After 1997, the Hong Kong Jockey Club (HKJC) did not invite any more female jockeys to ride at the Ladies’ Purse. Krone’s two wins in 1994 were the only wins the six women were able to achieve from a combined 48 rides.

“I felt like they did treat us very nicely and I wish it was something they’d done more often with other riders because they did a great job with it,” says Barton, who, like Krone, remembers meeting female apprentices at the HKJC apprentice school.

“They took the school there seriously and it was a unique situation for them to have three or four apprentice females there and they were quite proud of the progress they had made in women’s participation in the sport by that point.”

But while Krone’s handling of Northern Fire Ball in particular left a lasting memory, the legacy of those days is not what it might have been. At first, Hong Kong’s female apprentices continued to emerge from the HKJC school but then they stopped.

The feeling in Hong Kong is that the HKJC changed tack following what Cruz describes as the ‘terrible’ death of Willy Kan in March 1999 after she fell from her mount at Sha Tin.

“The Jockey Club became very restrictive with all these apprentices after that,” Cruz observes. “They got a new format of how to train them and send them overseas to ride and get a lot of experience, ride a lot of winners, and prove they’re good enough before they come back.”

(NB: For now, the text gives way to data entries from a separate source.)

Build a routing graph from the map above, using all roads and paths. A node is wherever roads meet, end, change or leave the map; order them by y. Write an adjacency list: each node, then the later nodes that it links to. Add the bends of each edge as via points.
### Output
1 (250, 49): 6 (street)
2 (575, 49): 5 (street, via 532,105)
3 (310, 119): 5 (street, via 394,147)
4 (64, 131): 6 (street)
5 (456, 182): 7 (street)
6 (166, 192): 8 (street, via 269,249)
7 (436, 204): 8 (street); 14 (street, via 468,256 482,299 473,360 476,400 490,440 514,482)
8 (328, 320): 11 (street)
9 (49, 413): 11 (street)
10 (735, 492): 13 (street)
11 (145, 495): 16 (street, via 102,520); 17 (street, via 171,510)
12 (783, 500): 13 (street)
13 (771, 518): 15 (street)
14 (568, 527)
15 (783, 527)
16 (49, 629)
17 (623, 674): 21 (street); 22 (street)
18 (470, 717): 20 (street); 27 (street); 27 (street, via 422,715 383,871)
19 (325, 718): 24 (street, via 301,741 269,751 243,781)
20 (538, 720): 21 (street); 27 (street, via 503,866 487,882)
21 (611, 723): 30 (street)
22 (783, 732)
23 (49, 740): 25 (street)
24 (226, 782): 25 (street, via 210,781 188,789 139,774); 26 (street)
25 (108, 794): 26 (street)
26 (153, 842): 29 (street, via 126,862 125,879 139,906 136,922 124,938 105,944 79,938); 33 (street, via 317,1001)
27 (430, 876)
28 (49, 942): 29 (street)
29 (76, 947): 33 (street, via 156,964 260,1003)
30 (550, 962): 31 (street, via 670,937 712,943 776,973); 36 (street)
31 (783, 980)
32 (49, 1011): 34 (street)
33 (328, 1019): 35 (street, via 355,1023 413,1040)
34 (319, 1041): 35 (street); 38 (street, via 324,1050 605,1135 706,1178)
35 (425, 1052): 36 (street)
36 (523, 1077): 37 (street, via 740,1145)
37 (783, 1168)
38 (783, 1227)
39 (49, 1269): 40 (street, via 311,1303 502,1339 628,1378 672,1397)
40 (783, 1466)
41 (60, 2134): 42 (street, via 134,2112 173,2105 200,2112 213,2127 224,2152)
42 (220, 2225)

Jockey Emma-Jayne Wilson at Sha Tin trackwork in 2008. (Photo by Kenneth Chan/South China Morning Post via Getty Images)

Since the turn of the century, Kei Chiong in 2015 is the only female apprentice to have made it through that process and been licensed to ride in Hong Kong: she flourished and faded, all within a couple of years.

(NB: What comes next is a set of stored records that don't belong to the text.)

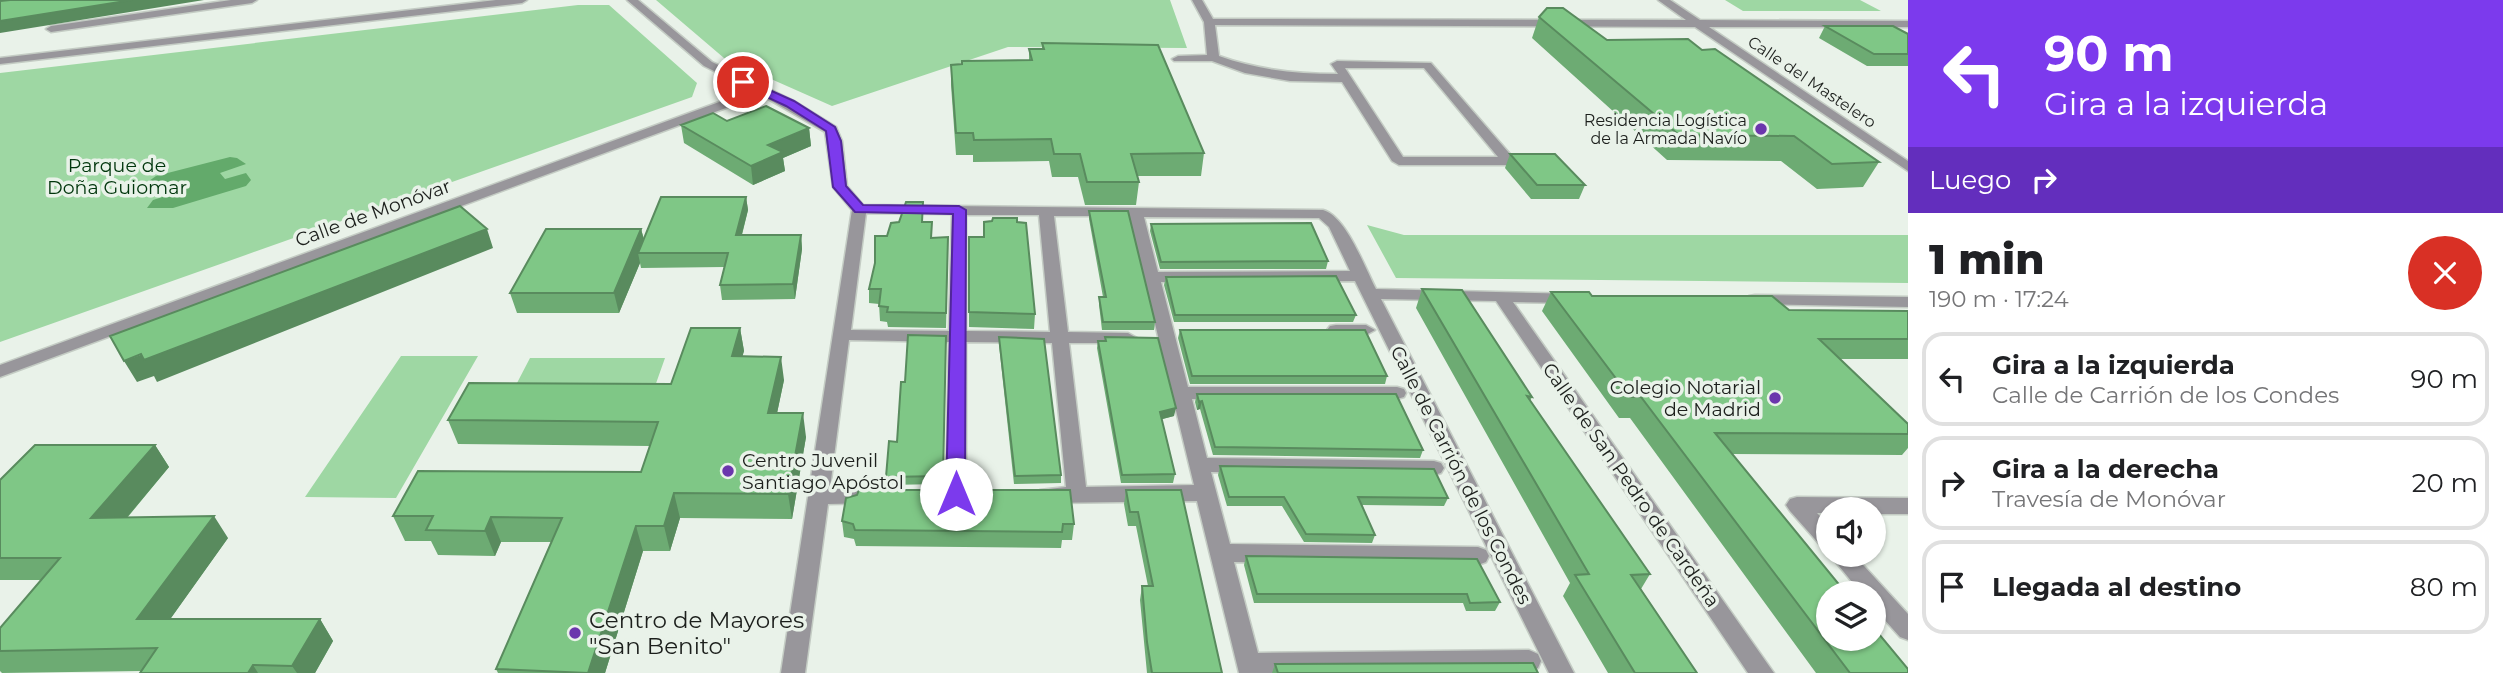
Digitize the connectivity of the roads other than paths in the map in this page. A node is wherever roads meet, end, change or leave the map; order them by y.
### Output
1 (252, 0) edge
2 (440, 0) edge
3 (522, 0) edge
4 (632, 0) edge
5 (1197, 0) edge
6 (1663, 0) edge
7 (1209, 22) junction
8 (1699, 24) junction
9 (1908, 24) edge
10 (51, 29) edge
11 (0, 49) edge
12 (1213, 58) junction
13 (1178, 59) dead end
14 (0, 61) edge
15 (1345, 78) junction
16 (760, 91) junction
17 (1908, 167) edge
18 (859, 209) junction
19 (959, 210) junction
20 (1046, 211) junction
21 (1135, 211) junction
22 (1152, 277) junction
23 (1365, 285) junction
24 (1501, 297) junction
25 (1596, 298) edge
26 (1731, 300) edge
27 (1908, 302) edge
28 (1312, 330) edge
29 (1366, 330) edge
30 (841, 334) junction
31 (1161, 335) junction
32 (957, 336) junction
33 (1059, 337) junction
34 (0, 371) edge
35 (1182, 393) junction
36 (1397, 393) edge
37 (1198, 465) junction
38 (1434, 468) edge
39 (1205, 493) junction
40 (983, 494) edge
41 (1023, 494) edge
42 (901, 495) edge
43 (1077, 495) junction
44 (819, 496) junction
45 (1816, 505) edge
46 (1886, 506) edge
47 (1908, 506) edge
48 (1816, 526) edge
49 (1221, 554) junction
50 (1478, 556) edge
51 (1853, 567) edge
52 (1908, 630) edge
53 (1530, 661) edge
54 (1250, 669) edge
55 (793, 673) edge
56 (1562, 673) edge
57 (1762, 673) edge

1 - 10 street
2 - 11 street
3 - 14 street
4 - 16 street
5 - 7 street
6 - 8 street, Calle del Mastelero
7 - 8 street
7 - 12 street
8 - 9 street
8 - 17 street, Calle del Mastelero
12 - 13 street
12 - 15 street
15 - 15 street
16 - 18 street
16 - 34 street, Calle de Monóvar
18 - 19 street, Calle de Carrión de los Condes
18 - 30 street
19 - 20 street, Calle de Carrión de los Condes
19 - 32 street
20 - 21 street, Calle de Carrión de los Condes
20 - 33 street
21 - 22 street
21 - 23 street, Calle de Carrión de los Condes
22 - 23 street
22 - 31 street
23 - 24 street
23 - 56 street, Calle de Carrión de los Condes
24 - 25 street
24 - 57 street, Calle de San Pedro de Cardeña
26 - 27 street
28 - 29 street
30 - 32 street
30 - 44 street
31 - 33 street
31 - 35 street
32 - 33 street
32 - 40 street
33 - 43 street
35 - 36 street, Calle de Carrión de los Condes
35 - 37 street
37 - 38 street, Calle de Carrión de los Condes
37 - 39 street
39 - 43 street
39 - 49 street
41 - 43 street
42 - 44 street
44 - 55 street
45 - 48 street
46 - 47 street
49 - 50 street, Calle de Carrión de los Condes
49 - 54 street
51 - 52 street
53 - 54 street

But the HKJC has not rushed to bring in established female jockeys from overseas either. Emma-Jayne Wilson, Chantal Sutherland and Hollie Doyle have been called up to ride the International Jockeys Championship, held at Happy Valley one night each December. Only Wilson has been given a longer licence but her spell in early 2008 was cut short.

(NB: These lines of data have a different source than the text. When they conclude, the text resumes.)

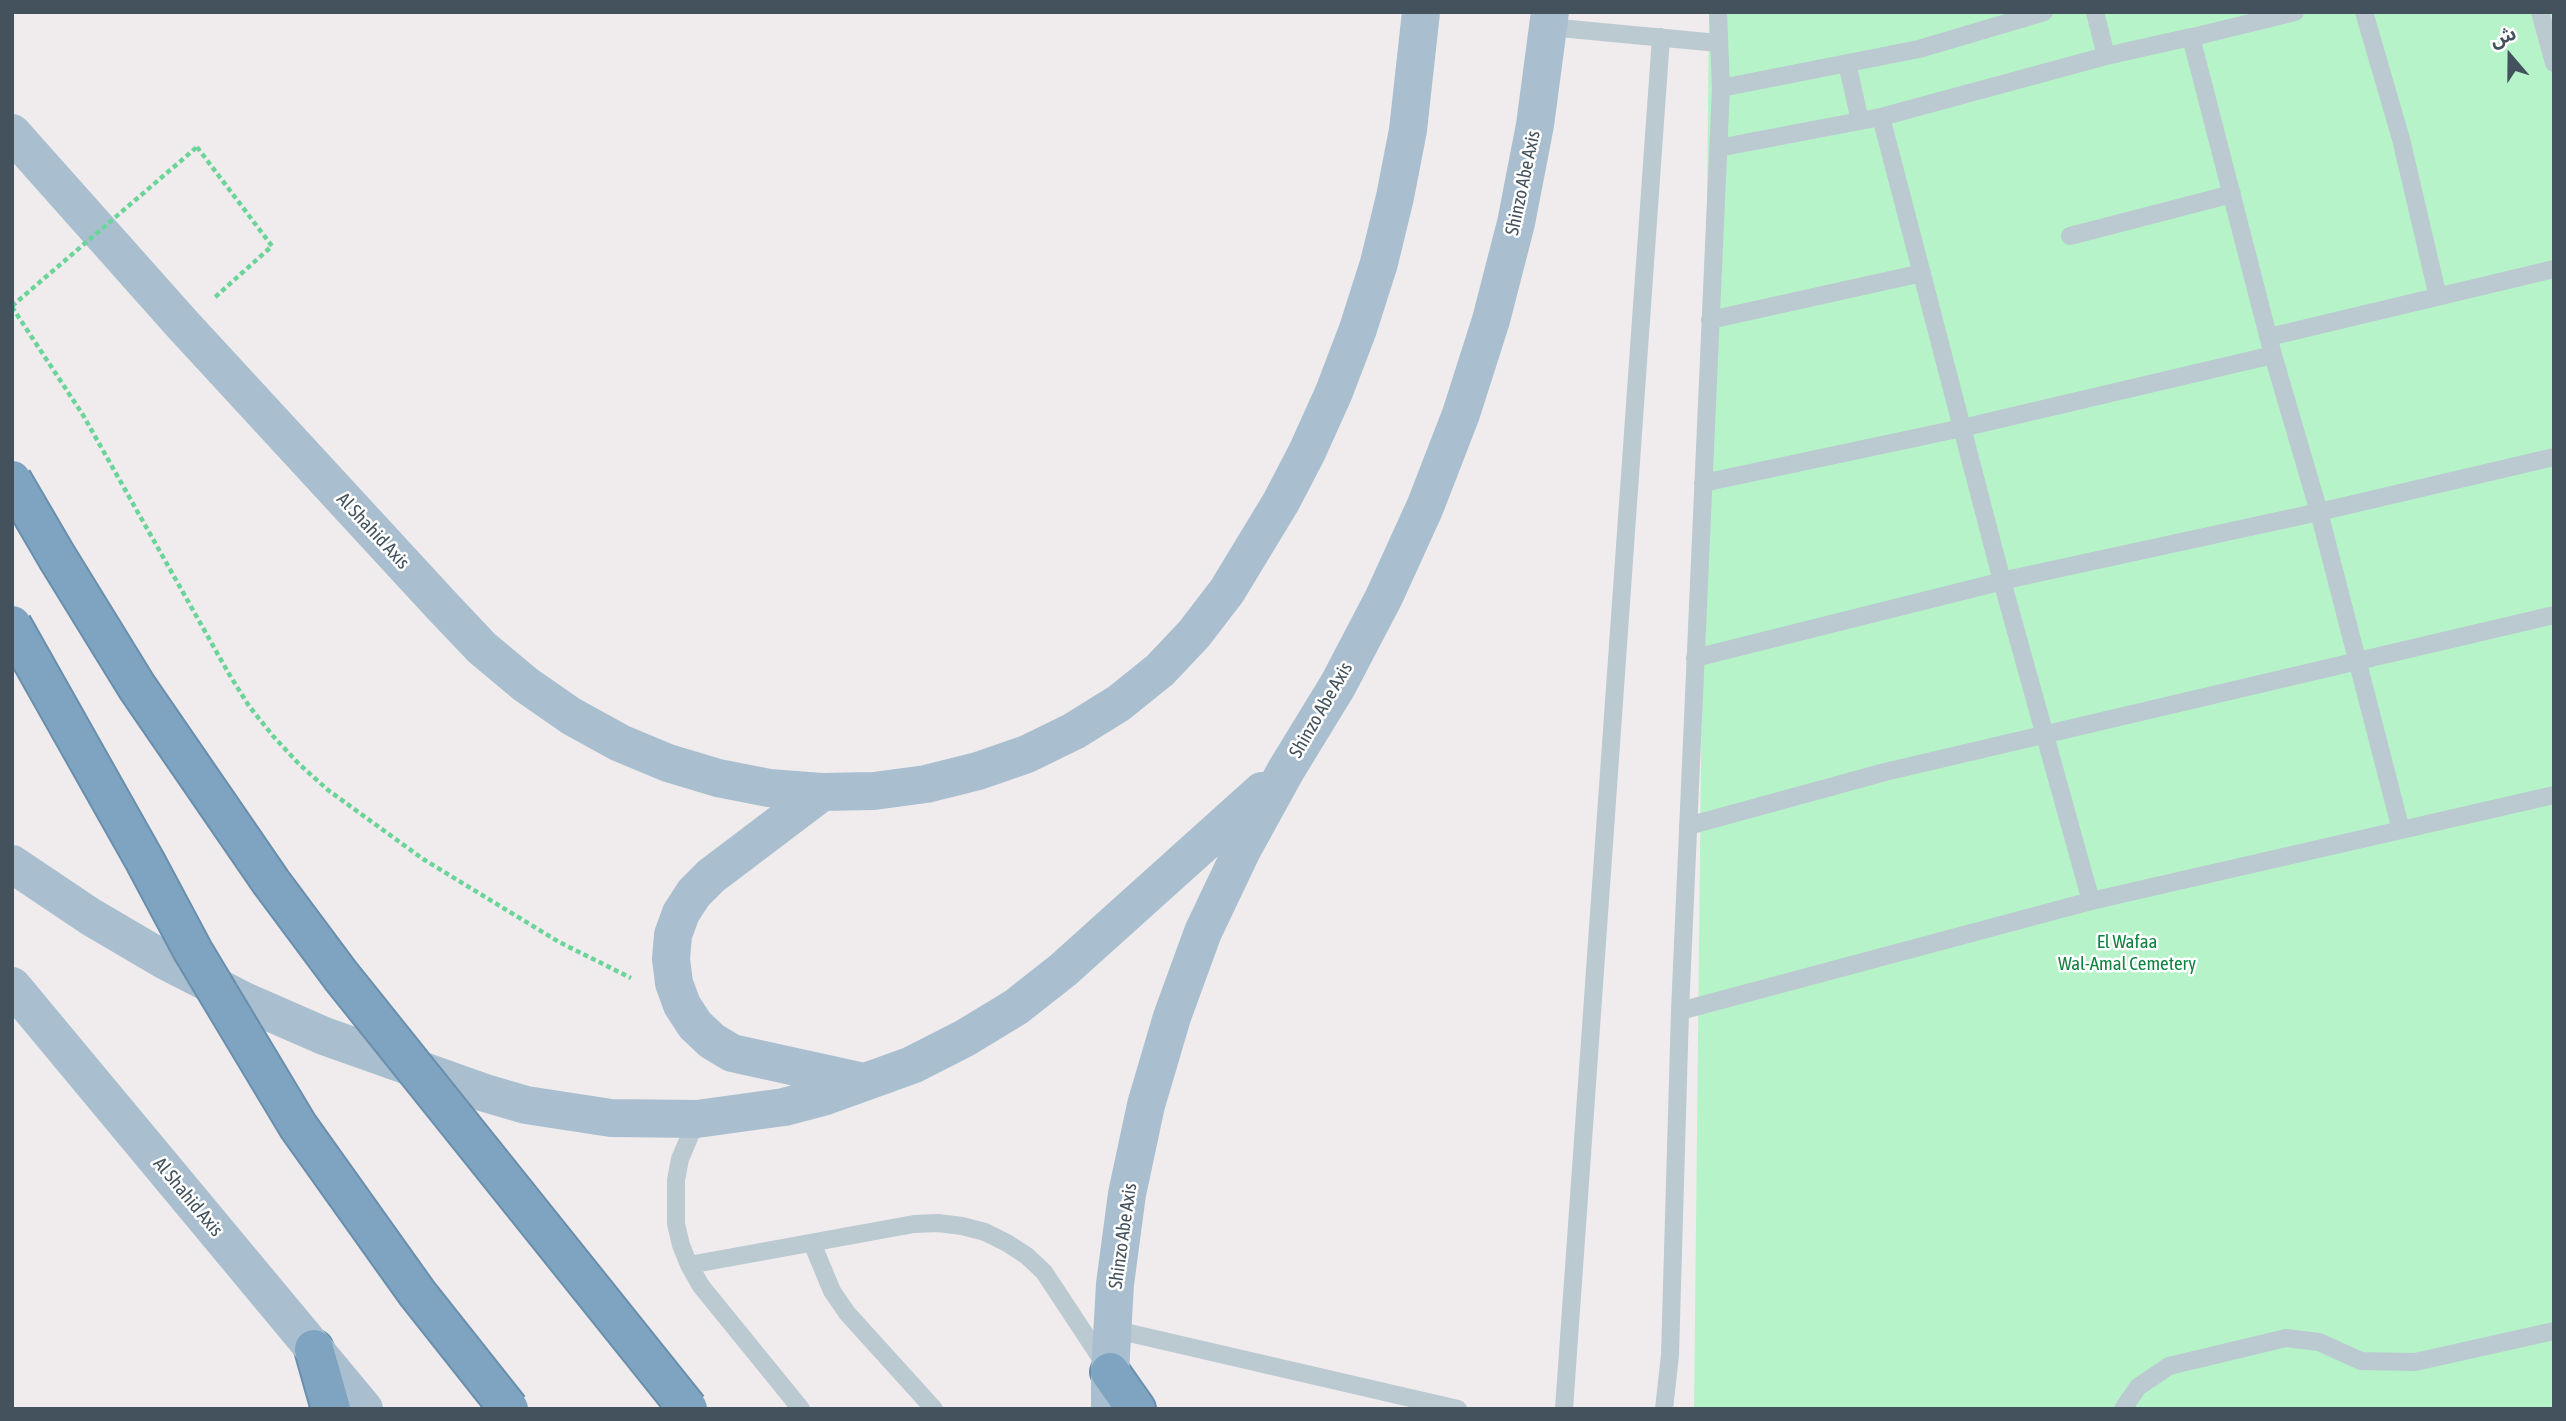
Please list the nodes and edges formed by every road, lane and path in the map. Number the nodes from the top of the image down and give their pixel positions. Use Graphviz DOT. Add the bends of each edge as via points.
graph roads {
  1 [pos="1421,12"];
  2 [pos="1718,12"];
  3 [pos="2044,12"];
  4 [pos="2095,12"];
  5 [pos="2295,12"];
  6 [pos="2364,12"];
  7 [pos="2540,12"];
  8 [pos="1549,20"];
  9 [pos="1661,37"];
  10 [pos="2185,39"];
  11 [pos="1717,43"];
  12 [pos="2106,56"];
  13 [pos="1847,63"];
  14 [pos="2554,63"];
  15 [pos="1721,88"];
  16 [pos="1881,117"];
  17 [pos="1860,121"];
  18 [pos="12,133"];
  19 [pos="1718,148"];
  20 [pos="2232,194"];
  21 [pos="2070,236"];
  22 [pos="2554,269"];
  23 [pos="1922,273"];
  24 [pos="2438,297"];
  25 [pos="12,307"];
  26 [pos="1710,320"];
  27 [pos="183,325"];
  28 [pos="2269,337"];
  29 [pos="2273,355"];
  30 [pos="1962,428"];
  31 [pos="2554,457"];
  32 [pos="12,480"];
  33 [pos="1703,484"];
  34 [pos="2319,512"];
  35 [pos="2003,581"];
  36 [pos="2554,615"];
  37 [pos="12,625"];
  38 [pos="1695,658"];
  39 [pos="2357,660"];
  40 [pos="2045,734"];
  41 [pos="1286,770"];
  42 [pos="822,792"];
  43 [pos="2554,795"];
  44 [pos="1688,826"];
  45 [pos="2401,830"];
  46 [pos="12,864"];
  47 [pos="2091,901"];
  48 [pos="674,983"];
  49 [pos="12,986"];
  50 [pos="1680,1011"];
  51 [pos="867,1082"];
  52 [pos="697,1119"];
  53 [pos="812,1243"];
  54 [pos="689,1265"];
  55 [pos="1112,1329"];
  56 [pos="2554,1331"];
  57 [pos="314,1349"];
  58 [pos="1110,1391"];
  59 [pos="331,1409"];
  60 [pos="364,1409"];
  61 [pos="509,1409"];
  62 [pos="688,1409"];
  63 [pos="801,1409"];
  64 [pos="934,1409"];
  65 [pos="1136,1409"];
  66 [pos="1458,1409"];
  67 [pos="1564,1409"];
  68 [pos="1664,1409"];
  69 [pos="2123,1409"];
  1 -- 42 [label="main road" via="1408,130 1395,197 1358,329 1334,392 1281,502 1227,591 1194,635 1119,703 1027,754 926,784"];
  2 -- 11 [label="lane"];
  3 -- 13 [label="lane" via="1919,49"];
  4 -- 12 [label="lane"];
  5 -- 10 [label="lane"];
  6 -- 24 [label="lane" via="2401,139"];
  7 -- 14 [label="lane"];
  8 -- 9 [label="lane"];
  8 -- 41 [label="main road, Shinzo Abe Axis" via="1516,223 1461,414 1384,597"];
  9 -- 11 [label="lane"];
  9 -- 67 [label="lane"];
  10 -- 12 [label="lane"];
  10 -- 20 [label="lane" via="2191,37"];
  11 -- 15 [label="lane"];
  12 -- 16 [label="lane"];
  13 -- 15 [label="lane"];
  13 -- 17 [label="lane"];
  15 -- 19 [label="lane"];
  16 -- 17 [label="lane"];
  16 -- 23 [label="lane"];
  17 -- 19 [label="lane"];
  18 -- 27 [label="main road, Al Shahid Axis"];
  19 -- 26 [label="lane"];
  20 -- 21 [label="lane"];
  20 -- 28 [label="lane"];
  22 -- 24 [label="lane"];
  23 -- 26 [label="lane"];
  23 -- 30 [label="lane"];
  24 -- 28 [label="lane"];
  25 -- 27 [label="path, bridge" via="197,147 272,246"];
  25 -- 48 [label="path" via="83,415 249,706 299,764 423,859 559,942 628,977"];
  26 -- 33 [label="lane"];
  27 -- 42 [label="main road, Al Shahid Axis" via="453,618 525,684 571,716 668,763 757,786"];
  28 -- 29 [label="lane"];
  29 -- 30 [label="lane"];
  29 -- 34 [label="lane"];
  30 -- 33 [label="lane"];
  30 -- 35 [label="lane"];
  31 -- 34 [label="lane"];
  32 -- 62 [label="highway, bridge" via="137,687 271,882"];
  33 -- 38 [label="lane"];
  34 -- 35 [label="lane"];
  34 -- 39 [label="lane"];
  35 -- 38 [label="lane"];
  35 -- 40 [label="lane"];
  36 -- 39 [label="lane"];
  37 -- 61 [label="highway, bridge" via="193,951 292,1115 409,1283"];
  38 -- 44 [label="lane"];
  39 -- 40 [label="lane"];
  39 -- 45 [label="lane"];
  40 -- 44 [label="lane"];
  40 -- 47 [label="lane"];
  41 -- 51 [label="main road" via="1016,1007 912,1065"];
  41 -- 55 [label="main road, Shinzo Abe Axis" via="1203,932 1172,1017 1146,1105 1127,1194"];
  42 -- 48 [label="main road" via="694,893 673,935"];
  43 -- 45 [label="lane"];
  44 -- 50 [label="lane"];
  45 -- 47 [label="lane"];
  46 -- 52 [label="main road" via="91,918 166,961 324,1036 526,1105 611,1118"];
  47 -- 50 [label="lane"];
  48 -- 51 [label="main road" via="695,1025 732,1054"];
  49 -- 57 [label="main road, Al Shahid Axis"];
  50 -- 68 [label="lane" via="1670,1354"];
  51 -- 52 [label="main road" via="783,1107"];
  52 -- 54 [label="lane" via="676,1180 676,1224"];
  53 -- 54 [label="lane"];
  53 -- 58 [label="lane" via="914,1224 950,1224 985,1232 1027,1256 1044,1272"];
  53 -- 64 [label="lane" via="832,1291 847,1313"];
  54 -- 63 [label="lane"];
  55 -- 58 [label="main road, Shinzo Abe Axis"];
  55 -- 66 [label="lane"];
  56 -- 69 [label="lane" via="2415,1362 2361,1361 2319,1342 2286,1338 2169,1366 2138,1387"];
  57 -- 59 [label="highway"];
  57 -- 60 [label="main road, Al Shahid Axis"];
  58 -- 65 [label="highway"];
}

“We should invite those big-name jockeys to come and ride in Hong Kong, women like Hollie Doyle, they’re big-name jockeys. We need them here now,” says Cruz.

Krone agrees. “They should bring women back to the racing,” she says. “It gives a clean slate and it has a lot of aesthetics.

“First of all, to see more than just guy jockeys: it brings a flavour and a certain quality to racing and it’s kind of good for everybody. It seems that people like female athletes, too, they latch on to them in a different way than they do the guy athletes.”

Julie Krone with the late Lester Piggott at Flemington in 2000. (Photo: Darrin Braybrook/ALLSPORT)

This year’s Ladies’ Purse is on Sunday. The HKJC marketing arm has used its Instagram account in the past week to post profiles of the worthy achievements of Doyle, Sutherland, Mickaelle Michel and Nanako Fujita as part of its big race promo. Yet the card will not have a woman riding; the Hong Kong jockey roster is all-male.

When Krone described her ride on Northern Fire Ball she said, “It’s all about timing, the increments of giving and taking, giving and taking, and inches; unlimited adjustments that you had to make, thousands of tiny adjustments with horses all the time.”

But time has stretched long since those optimistic days of more than a quarter of a century ago when the Hong Kong Jockey Club seemed to be proactive in dismantling gender barriers for female riders. Strides were made at a rapid rate in an all too short time, only to be reduced to an inch here and less there.

Just like Northern Fire Ball, the club has not accelerated its advance as it might have: there has been little appetite to licence female jockeys despite adjustments since the turn-of-the-century as to how women are perceived and accepted in sport and society, in Hong Kong and in the west. Whether or not that is about to change lies in the decisions of its Licensing Committee. Just one adjustment would do it.